Псих, решил про себя Фархад и замолчал.
***
Но на следующий день к нему в спальню Михайловна привела докторшу в белом медицинском халате. Молодая тетка долго его слушала трубочкой, мяла его живот, стучала ребром ладони по коленкам, сгибала и разгибала его полумертвые ноги. Фархад молчал.
— Нужно будет показать его узким специалистам, — произнесла докторша, обращаясь к Михайловне, словно Фархад был неодушевленным предметом, — В первую очередь неврологу и хирургу. Я выпишу лекарства, лечить начинать лучше сразу. А потом специалисты назначат свое лечение.
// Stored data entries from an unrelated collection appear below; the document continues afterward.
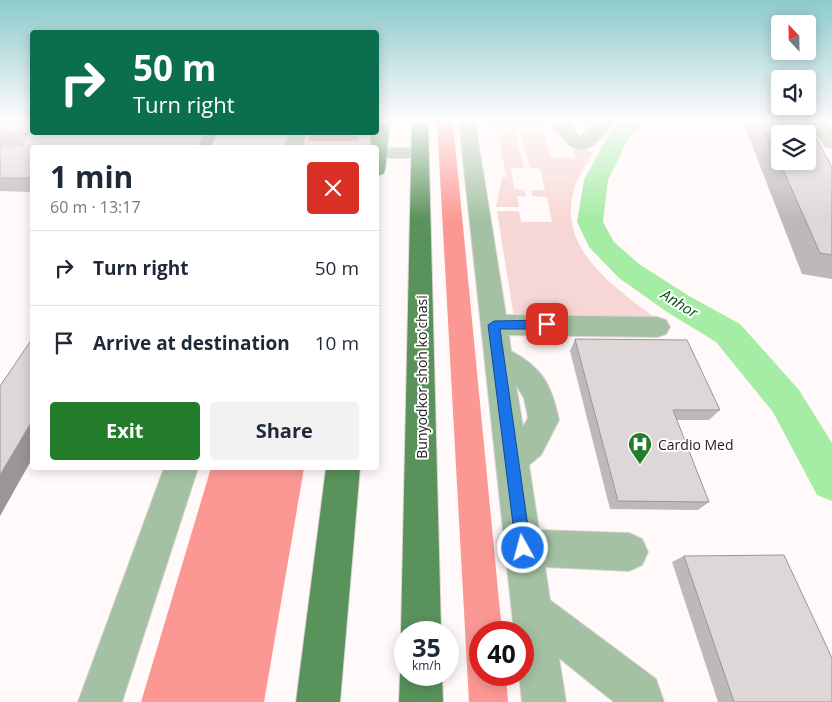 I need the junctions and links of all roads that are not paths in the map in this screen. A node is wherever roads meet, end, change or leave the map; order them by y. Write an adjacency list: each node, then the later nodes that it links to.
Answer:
1 (407, 155): 4 (street)
2 (420, 155): 12 (main road, Bunyodkor shoh ko'chasi)
3 (471, 155): 5 (street)
4 (379, 159)
5 (494, 325): 6 (street); 9 (street)
6 (657, 328)
7 (180, 470): 14 (street)
8 (344, 470): 15 (main road)
9 (523, 548): 10 (street); 11 (street)
10 (629, 552)
11 (532, 611): 17 (street); 18 (street)
12 (421, 621)
13 (421, 686): 16 (main road)
14 (100, 702)
15 (318, 702)
16 (422, 702)
17 (544, 702)
18 (642, 702) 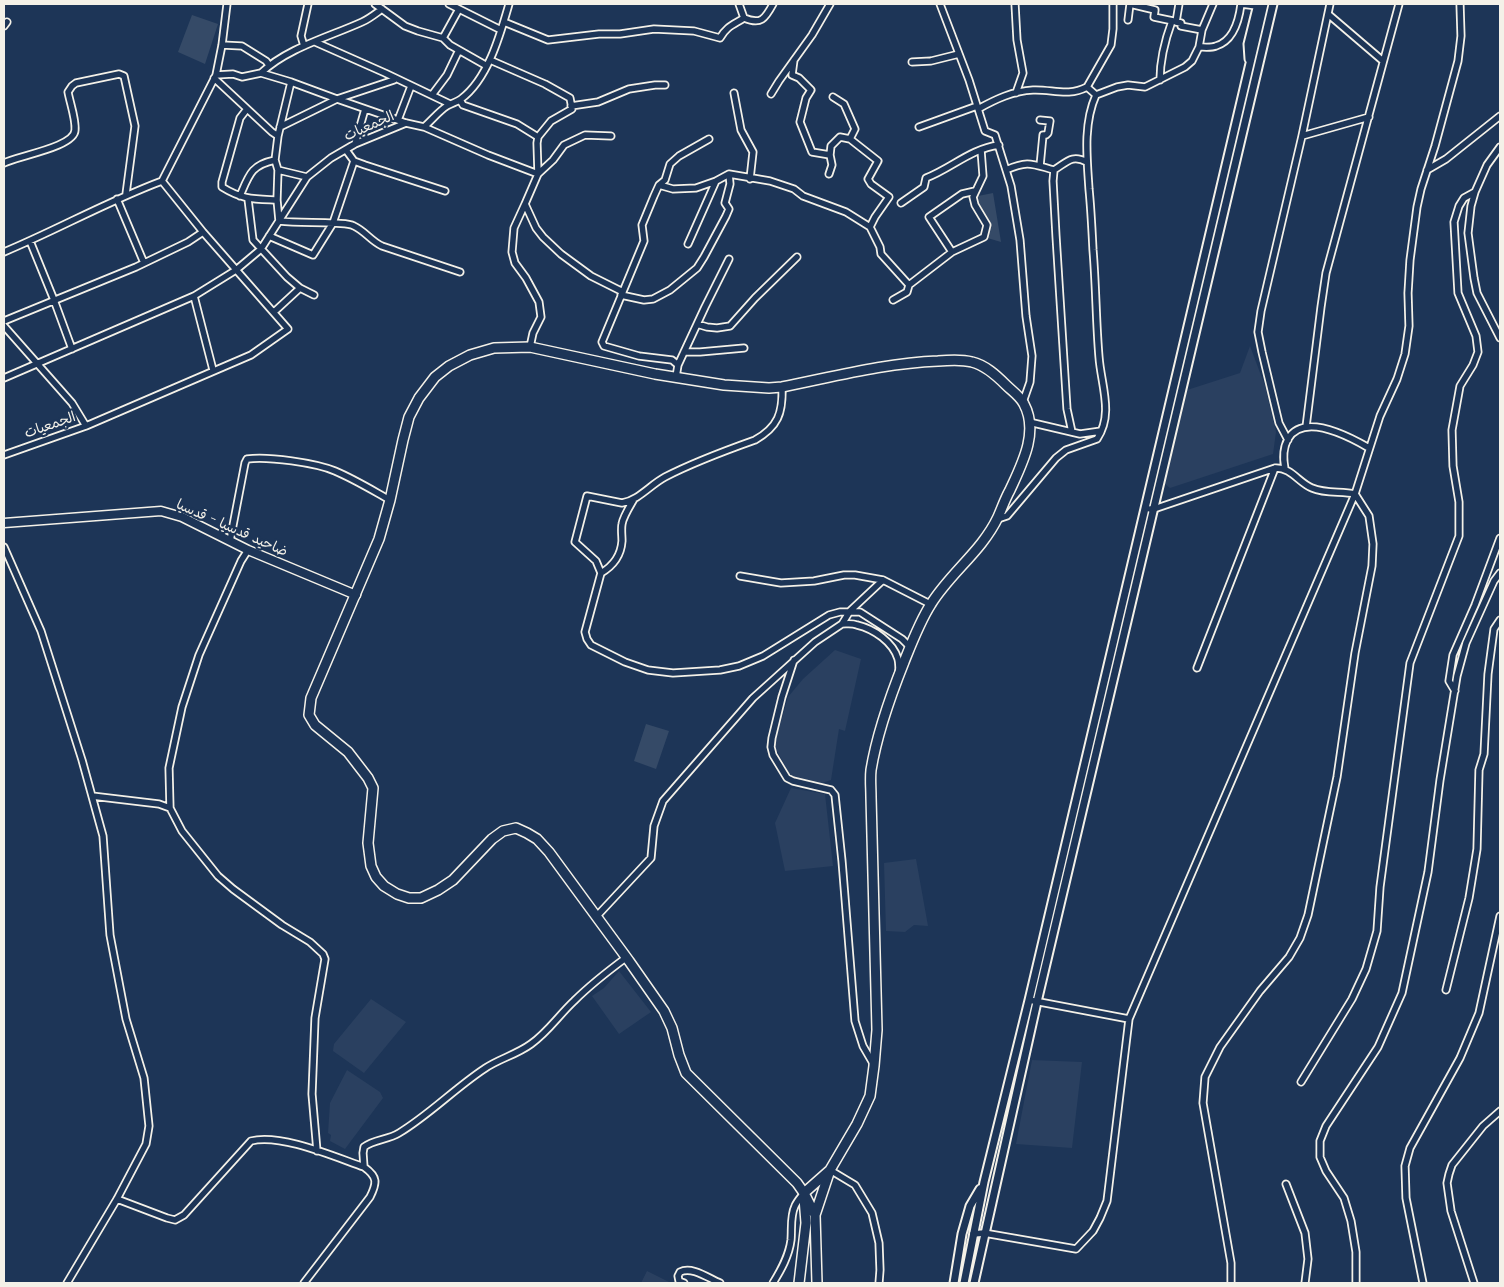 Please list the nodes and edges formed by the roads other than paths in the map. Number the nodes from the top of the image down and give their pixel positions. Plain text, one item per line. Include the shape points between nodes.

Фархад пропустил слова докторши мимо ушей, как будто они не имели к нему никакого отношения, но спустя час его вызвали в кабинет заведующей. Фархад, повиснув на костылях, с усилием волоча тряпичные ноги, добрался до кабинета. Там его ждали Наталья Ивановна и мальчик Женя.
— Фархад, — сказала фифа, взглянув на него миндалевидными, красиво подведенными глазами из-за стекол очков, — вот лекарство, которое вам прописал доктор.
Она протянула ему какую-то коробочку, разрисованную яркими полосками, и бумажку, видимо рецепт.
— Принимать по одной таблетке 3 раза в день, после еды. Запомнили? — добавила она участливо.
Фархад ничего не понял и как-то автоматически взял яркую коробочку в руки.
— Идите, Фархад. После обеда не забудьте принять лекарство.
Фархад молча повернулся на костылях и пошел к двери. Открывая дверь кабинета, он боковым зрением заметил, как фифа, порывшись в своей сумке, достает кошелек и вытаскивает оттуда деньги.
— Сколько, Евгений Александрович, вы заплатили за лекарство? — тихо, почти шепотом, спросила она, словно не хотела, чтобы Фархад ее услышал.
— Двести восемьдесят девять рублей — Четко ответил мальчик Женя.
Несколько купюр и горстка мелочи перекочевали из кошелька Натальи Ивановны в ладонь юриста прежде, чем Фархад закрыл за собой дверь. Этот жест обескуражил его. Он постоял несколько секунд пытаясь понять, почему фифа с лакированными ногтями из своего кошелька оплачивает лекарства для него, если знает, что он не сможет вернуть ей деньги, по причине полного их отсутствия? Но не смог найти объяснение. Видимо, у них, у дураков, своя логика. И поковылял дальше по коридору в столовую принимать лекарство из яркой коробочки.
***
Утром ненавистный вертухай Игорь Петрович и мальчик Женя отвезли молчаливого Фархада на личном автомобиле Игоря Петровича в поликлинику. Мальчик Женя несколько часов водил калеку по кабинетам от одного специалиста к другому, то униженно умоляя других пациентов пропустить их без очереди, то споря и требуя, а то и жалуясь администрации поликлиники. Он сам помогал врачам и медсестрам раздевать-одевать больного, водил на обследования, дожидался, когда оформят все нужные документы, словно это был его близкий родственник. А ненавистный вертухай терпеливо ждал в машине.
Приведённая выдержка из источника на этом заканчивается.